El paso de los días fue lacerante para él. Cada vez que el sol se alzaba victorioso sobre el valle era consumido por el sofoco que amenazaba con desquiciar su lucidez; y sus oídos, prestos de una agudeza ventajosa para un músico y desalmada para un loco enamorado, confundían las brisas que embestían desde el norte con los labios de aquella mujer, y los del sur con su piel, y los del este con sus ojos, y los del oeste con la plena felicidad que solo su sonrisa podía darle. Trató de ahogar los violentos impulsos de sus pupilas —que buscaban con desespero sintonizarse con las de ella— al ensimismarse en labores de agricultura, arando la tierra, arrancando malezas y regando con una vasija muy pequeña los inmensos cardos de fresas en los que se mantenía absorto, pero esto no hizo más que retardar lo inevitable: el aroma de esas bayas diminutas que brotaban de las siembras que lo acorralaban, sumidas en la inercia de un cardumen maquinal, trajeron a su mente el recuerdo del encanto travieso que emanaba esa mujer.

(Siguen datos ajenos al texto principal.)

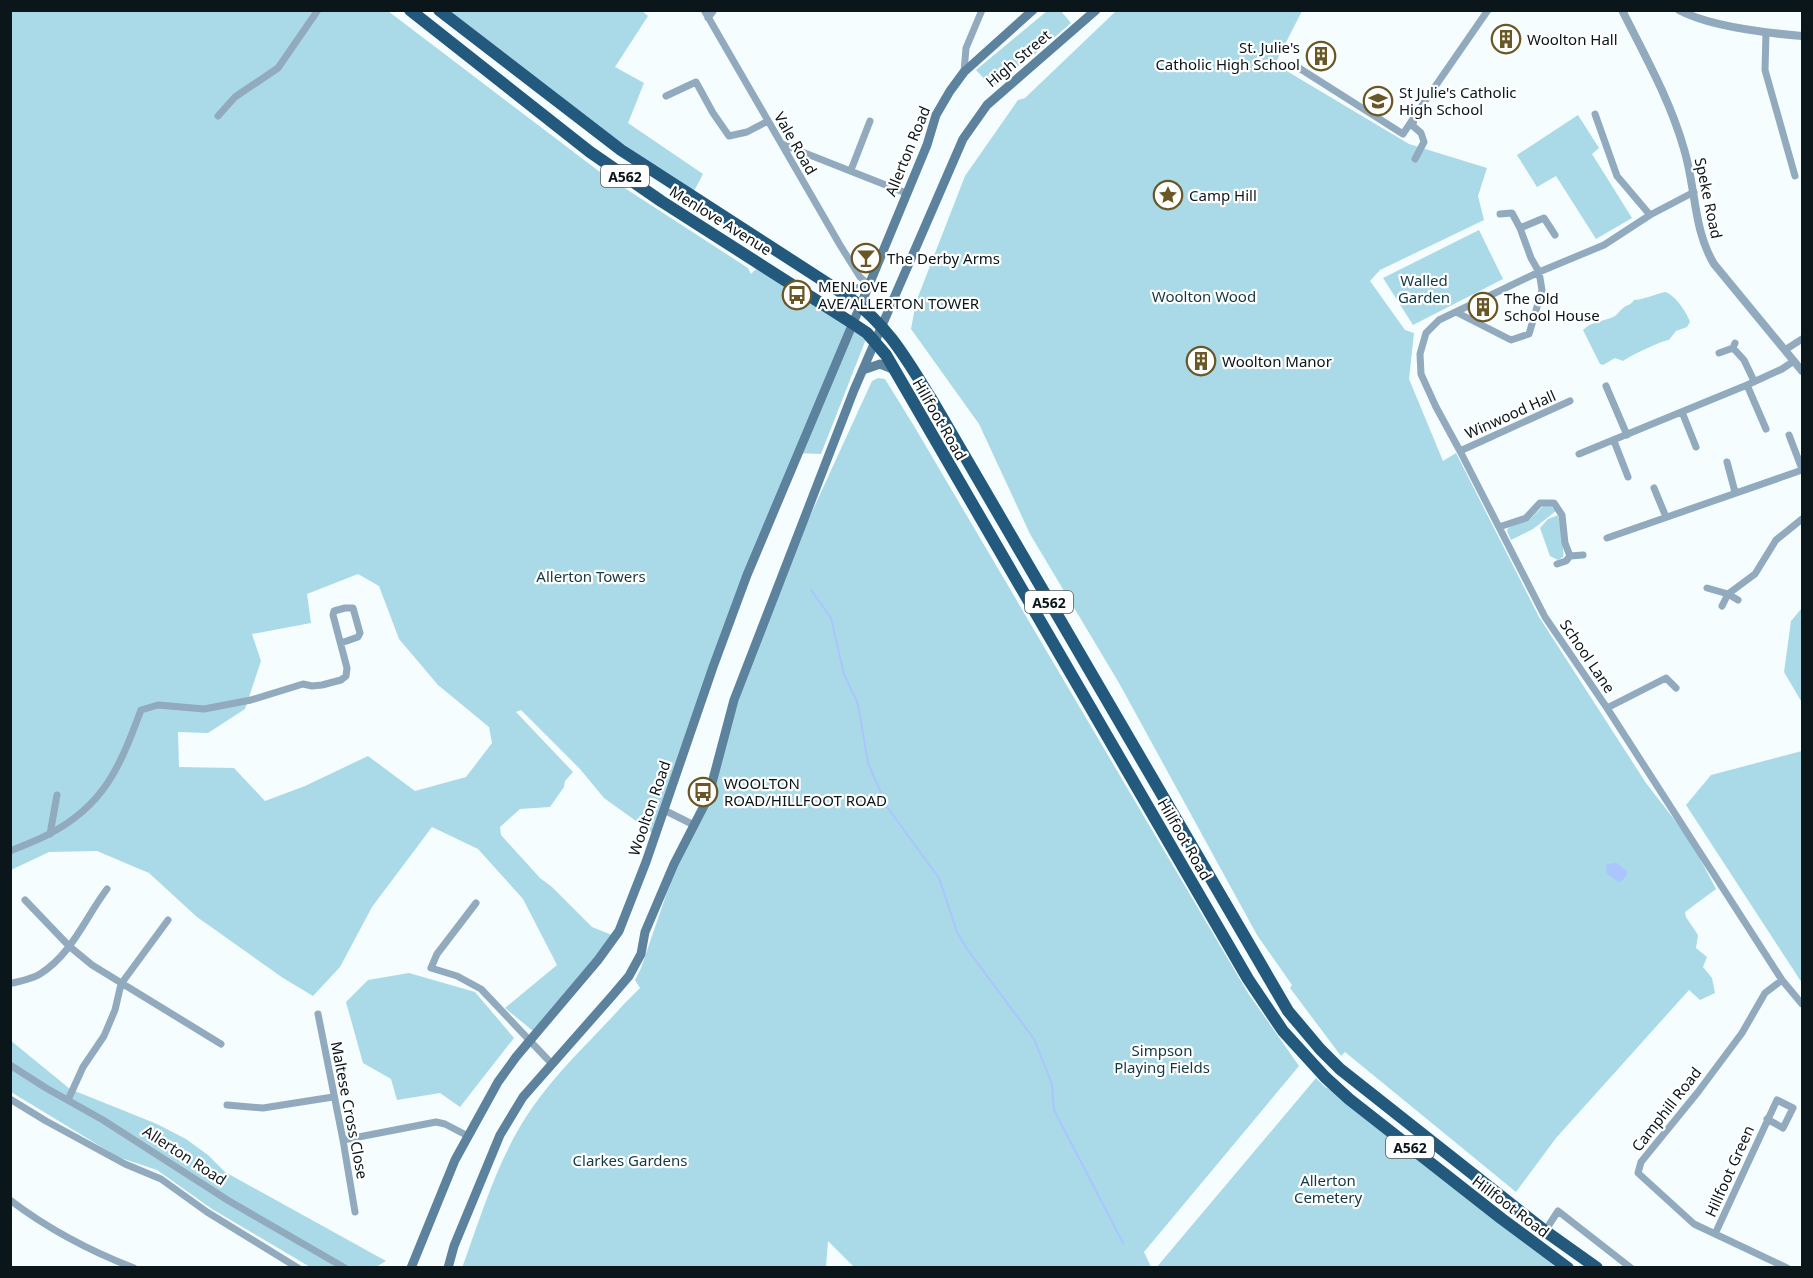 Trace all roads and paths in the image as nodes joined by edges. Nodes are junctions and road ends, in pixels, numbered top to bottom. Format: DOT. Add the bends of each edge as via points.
graph roads {
  1 [pos="318,10"];
  2 [pos="410,10"];
  3 [pos="439,10"];
  4 [pos="704,10"];
  5 [pos="714,10"];
  6 [pos="982,10"];
  7 [pos="1033,10"];
  8 [pos="1096,10"];
  9 [pos="1488,10"];
  10 [pos="1622,10"];
  11 [pos="1679,10"];
  12 [pos="708,18"];
  13 [pos="1766,33"];
  14 [pos="1803,36"];
  15 [pos="1299,68"];
  16 [pos="964,72"];
  17 [pos="666,96"];
  18 [pos="1595,114"];
  19 [pos="218,116"];
  20 [pos="1414,117"];
  21 [pos="768,121"];
  22 [pos="870,121"];
  23 [pos="782,144"];
  24 [pos="1415,159"];
  25 [pos="851,171"];
  26 [pos="1795,176"];
  27 [pos="1694,192"];
  28 [pos="906,193"];
  29 [pos="1500,214"];
  30 [pos="1650,215"];
  31 [pos="1520,228"];
  32 [pos="1555,235"];
  33 [pos="1539,272"];
  34 [pos="869,285"];
  35 [pos="840,291"];
  36 [pos="861,305"];
  37 [pos="1456,312"];
  38 [pos="852,323"];
  39 [pos="881,324"];
  40 [pos="1803,339"];
  41 [pos="875,341"];
  42 [pos="1785,350"];
  43 [pos="1719,353"];
  44 [pos="1794,361"];
  45 [pos="863,370"];
  46 [pos="895,370"];
  47 [pos="1803,371"];
  48 [pos="1754,381"];
  49 [pos="1747,385"];
  50 [pos="1606,386"];
  51 [pos="1570,402"];
  52 [pos="1682,412"];
  53 [pos="1766,429"];
  54 [pos="1627,435"];
  55 [pos="1789,435"];
  56 [pos="1614,441"];
  57 [pos="1696,447"];
  58 [pos="1460,451"];
  59 [pos="1579,454"];
  60 [pos="1727,462"];
  61 [pos="1803,469"];
  62 [pos="1628,477"];
  63 [pos="1654,488"];
  64 [pos="1736,492"];
  65 [pos="1666,517"];
  66 [pos="1803,519"];
  67 [pos="1499,527"];
  68 [pos="1608,538"];
  69 [pos="1582,555"];
  70 [pos="1570,556"];
  71 [pos="1557,564"];
  72 [pos="1707,588"];
  73 [pos="1728,594"];
  74 [pos="1738,600"];
  75 [pos="1722,606"];
  76 [pos="341,643"];
  77 [pos="1676,688"];
  78 [pos="1607,708"];
  79 [pos="57,795"];
  80 [pos="664,810"];
  81 [pos="694,825"];
  82 [pos="50,834"];
  83 [pos="10,851"];
  84 [pos="107,889"];
  85 [pos="25,900"];
  86 [pos="476,903"];
  87 [pos="168,920"];
  88 [pos="69,946"];
  89 [pos="1782,980"];
  90 [pos="13,984"];
  91 [pos="121,984"];
  92 [pos="1803,1004"];
  93 [pos="318,1014"];
  94 [pos="530,1041"];
  95 [pos="221,1044"];
  96 [pos="1331,1060"];
  97 [pos="551,1063"];
  98 [pos="10,1065"];
  99 [pos="1320,1072"];
  100 [pos="333,1097"];
  101 [pos="10,1098"];
  102 [pos="68,1100"];
  103 [pos="227,1105"];
  104 [pos="1767,1119"];
  105 [pos="468,1136"];
  106 [pos="343,1140"];
  107 [pos="10,1200"];
  108 [pos="355,1212"];
  109 [pos="1545,1231"];
  110 [pos="1715,1234"];
  111 [pos="331,1259"];
  112 [pos="134,1268"];
  113 [pos="298,1268"];
  114 [pos="327,1268"];
  115 [pos="345,1268"];
  116 [pos="411,1268"];
  117 [pos="448,1268"];
  118 [pos="1568,1268"];
  119 [pos="1597,1268"];
  120 [pos="1631,1268"];
  121 [pos="1787,1268"];
  1 -- 19 [label="street" via="278,68 235,97"];
  2 -- 38 [label="highway, Menlove Avenue / A562" via="590,152"];
  3 -- 35 [label="highway, Menlove Avenue / A562" via="627,155"];
  4 -- 12 [label="street, Vale Road"];
  5 -- 12 [label="street"];
  6 -- 16 [label="street, Allerton Road" via="966,48"];
  7 -- 16 [label="main road, High Street"];
  8 -- 39 [label="main road, High Street" via="987,105 963,139"];
  9 -- 20 [label="street"];
  10 -- 27 [label="street, Speke Road" via="1673,114"];
  11 -- 13 [label="street"];
  12 -- 21 [label="street, Vale Road"];
  13 -- 14 [label="street"];
  13 -- 26 [label="street" via="1765,70"];
  15 -- 20 [label="street" via="1403,134"];
  16 -- 28 [label="main road, Allerton Road" via="936,115"];
  17 -- 21 [label="street" via="696,82 729,136"];
  18 -- 30 [label="street" via="1617,176"];
  20 -- 24 [label="street" via="1413,126 1424,142"];
  21 -- 23 [label="street, Vale Road"];
  22 -- 25 [label="street"];
  23 -- 25 [label="street"];
  23 -- 34 [label="street, Vale Road" via="860,277"];
  25 -- 28 [label="street"];
  27 -- 30 [label="street, School Lane"];
  27 -- 42 [label="street, Speke Road" via="1700,235 1708,254"];
  28 -- 34 [label="main road, Allerton Road"];
  29 -- 31 [label="street" via="1512,213"];
  30 -- 33 [label="street, School Lane" via="1604,246"];
  31 -- 32 [label="street" via="1544,218"];
  31 -- 33 [label="street"];
  33 -- 37 [label="street, School Lane"];
  33 -- 37 [label="street" via="1542,291 1529,334 1511,340"];
  34 -- 35 [label="main road"];
  34 -- 36 [label="main road, Allerton Road"];
  35 -- 36 [label="highway, Menlove Avenue / A562"];
  36 -- 38 [label="main road, Woolton Road"];
  36 -- 39 [label="highway, Hillfoot Road / A562"];
  37 -- 58 [label="street, School Lane" via="1439,320 1426,333 1420,374"];
  38 -- 41 [label="highway, Menlove Avenue / A562"];
  38 -- 80 [label="main road, Woolton Road" via="747,575"];
  39 -- 41 [label="main road"];
  39 -- 96 [label="highway, Hillfoot Road / A562" via="932,400 1288,1011"];
  40 -- 42 [label="street"];
  41 -- 45 [label="main road"];
  41 -- 46 [label="highway, Hillfoot Road / A562"];
  42 -- 44 [label="street, Speke Road"];
  43 -- 48 [label="street" via="1734,345"];
  44 -- 47 [label="street, Speke Road"];
  44 -- 48 [label="street"];
  45 -- 46 [label="main road" via="880,364"];
  45 -- 81 [label="main road" via="734,700 708,798"];
  46 -- 99 [label="highway, Hillfoot Road / A562" via="1248,979 1283,1031"];
  48 -- 49 [label="street"];
  49 -- 52 [label="street"];
  49 -- 53 [label="street"];
  50 -- 54 [label="street"];
  51 -- 58 [label="street, Winwood Hall"];
  52 -- 54 [label="street"];
  52 -- 57 [label="street"];
  54 -- 56 [label="street"];
  55 -- 61 [label="street"];
  56 -- 59 [label="street"];
  56 -- 62 [label="street"];
  58 -- 67 [label="street, School Lane"];
  60 -- 64 [label="street"];
  61 -- 64 [label="street"];
  63 -- 65 [label="street"];
  64 -- 65 [label="street"];
  65 -- 68 [label="street"];
  66 -- 73 [label="street" via="1776,540 1755,574"];
  67 -- 70 [label="street" via="1526,518 1540,503 1550,502 1562,515"];
  67 -- 78 [label="street, School Lane" via="1545,617"];
  69 -- 70 [label="street"];
  70 -- 71 [label="street"];
  72 -- 73 [label="street"];
  73 -- 74 [label="street"];
  73 -- 75 [label="street"];
  76 -- 76 [label="street" via="334,611 353,608 360,633"];
  76 -- 82 [label="street" via="347,668 342,680 303,684 204,709 158,705 141,710 105,789 86,810"];
  77 -- 78 [label="street" via="1666,678"];
  78 -- 89 [label="street, School Lane"];
  79 -- 82 [label="street"];
  80 -- 81 [label="street"];
  80 -- 94 [label="main road, Woolton Road" via="619,931"];
  81 -- 97 [label="main road" via="629,976"];
  82 -- 83 [label="street"];
  84 -- 88 [label="street"];
  85 -- 88 [label="street"];
  86 -- 94 [label="street" via="442,946 431,968 481,989"];
  87 -- 91 [label="street"];
  88 -- 90 [label="street" via="39,975"];
  88 -- 91 [label="street"];
  89 -- 92 [label="street, School Lane"];
  89 -- 110 [label="street, Camphill Road" via="1765,993 1742,1033 1641,1162 1638,1173 1694,1224"];
  91 -- 95 [label="street"];
  91 -- 102 [label="street" via="104,1036 83,1067"];
  93 -- 100 [label="street, Maltese Cross Close"];
  94 -- 97 [label="street"];
  94 -- 105 [label="main road, Woolton Road" via="498,1082"];
  96 -- 99 [label="street"];
  96 -- 109 [label="highway, Hillfoot Road / A562"];
  97 -- 117 [label="main road" via="523,1097 500,1135"];
  98 -- 102 [label="street, Allerton Road"];
  99 -- 118 [label="highway, Hillfoot Road / A562" via="1358,1106"];
  100 -- 103 [label="street" via="263,1108"];
  100 -- 106 [label="street, Maltese Cross Close"];
  101 -- 113 [label="street" via="46,1121 161,1179"];
  102 -- 111 [label="street, Allerton Road" via="229,1201"];
  104 -- 110 [label="street, Hillfoot Green"];
  105 -- 106 [label="street" via="436,1122"];
  105 -- 116 [label="main road, Woolton Road"];
  106 -- 108 [label="street, Maltese Cross Close"];
  107 -- 112 [label="street" via="72,1240"];
  109 -- 119 [label="highway, Hillfoot Road / A562"];
  109 -- 120 [label="street, Hillfoot Road" via="1558,1211"];
  110 -- 121 [label="street, Camphill Road"];
  111 -- 114 [label="street"];
  111 -- 115 [label="street, Allerton Road"];
}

Fue así que, consciente de la amenazante guarnición que acechaba la cerca que bifurcaba la frontera, bordeando la demencia y temiendo olvidarla —o lo que era peor, que lo olvidaran—, blindó el casi inexistente coraje que le quedaba con el recuerdo de su amada, y, envalentonado, esperó a que se acrecentara la noche para partir en una búsqueda resguardada por la omnipresencia de la bruma, aun a sabiendas de lo que podría pasarle. Caída la noche, se aventuró ansioso hacia los confines de aquel muro cercado que le generaba millares de sensaciones del más pleno reposo y otra cuantía del más inescrupuloso desahucio —en una enfermiza competencia donde los vencedores eran los que más perdían—, esperando contemplar la silueta fina y atractiva de esa chica a quien amaba sin reservas, pues ambos compartían el vínculo de un querer propagado por las serenas brisas de otoño.

Al llegar, se entremezcló en el elevado herbaje de la ladera, procurando pasar desapercibido ante la terminante mirada de los reflectores nocturnos y la imponente presencia de varios militares chinos que custodiaban la reja —armados con rifles que helaban la sangre y vaporizaban el alma de tan solo verlos—. Preso de un sombrío respirar, acallado por la sinfonía de los grillos, y perturbado por los latidos descoordinados que rugían desde su pecho y se extraviaban en el acre baldío, observó inquieto todo montículo donde su novia pudiese yacer oculta; creía firmemente, y sin rastro alguno de duda, que al igual que él, ella no sería capaz de soportar el martirio de los pares separados, por lo que se aferraba a la inocente esperanza de verla aparecer grandiosa al reencuentro que habría de confirmar la locura de sus pasiones. Pero no percibió más aparición que la del congelado hálito de los guardias difuminándose en la eternidad de la noche.

Solo entonces se escuchó.

El sonido de una iracunda ráfaga de munición siendo descargada se apoderó por completo de la ambigüedad de la frontera, revistiéndola de una mórbida incertidumbre; aquel hombre se volvió sobre sí mismo rápidamente en un ademán de protección inútil, creyendo por un momento que lo estaban fusilando. Sin embargo, una vez el grito endiablado de los cartuchos había cesado, y al verse todavía con vida, una expresión de pavor absoluto le desfiguró todas las facciones del rostro: al otro lado de la cerca, reposada sobre el frío asfalto, bajo el resplandor fulminante de uno de los reflectores, se encontraba una canastita de mimbre repleta de bayas silvestres y azafranes, aun humeante por los impactos recientes de la pólvora.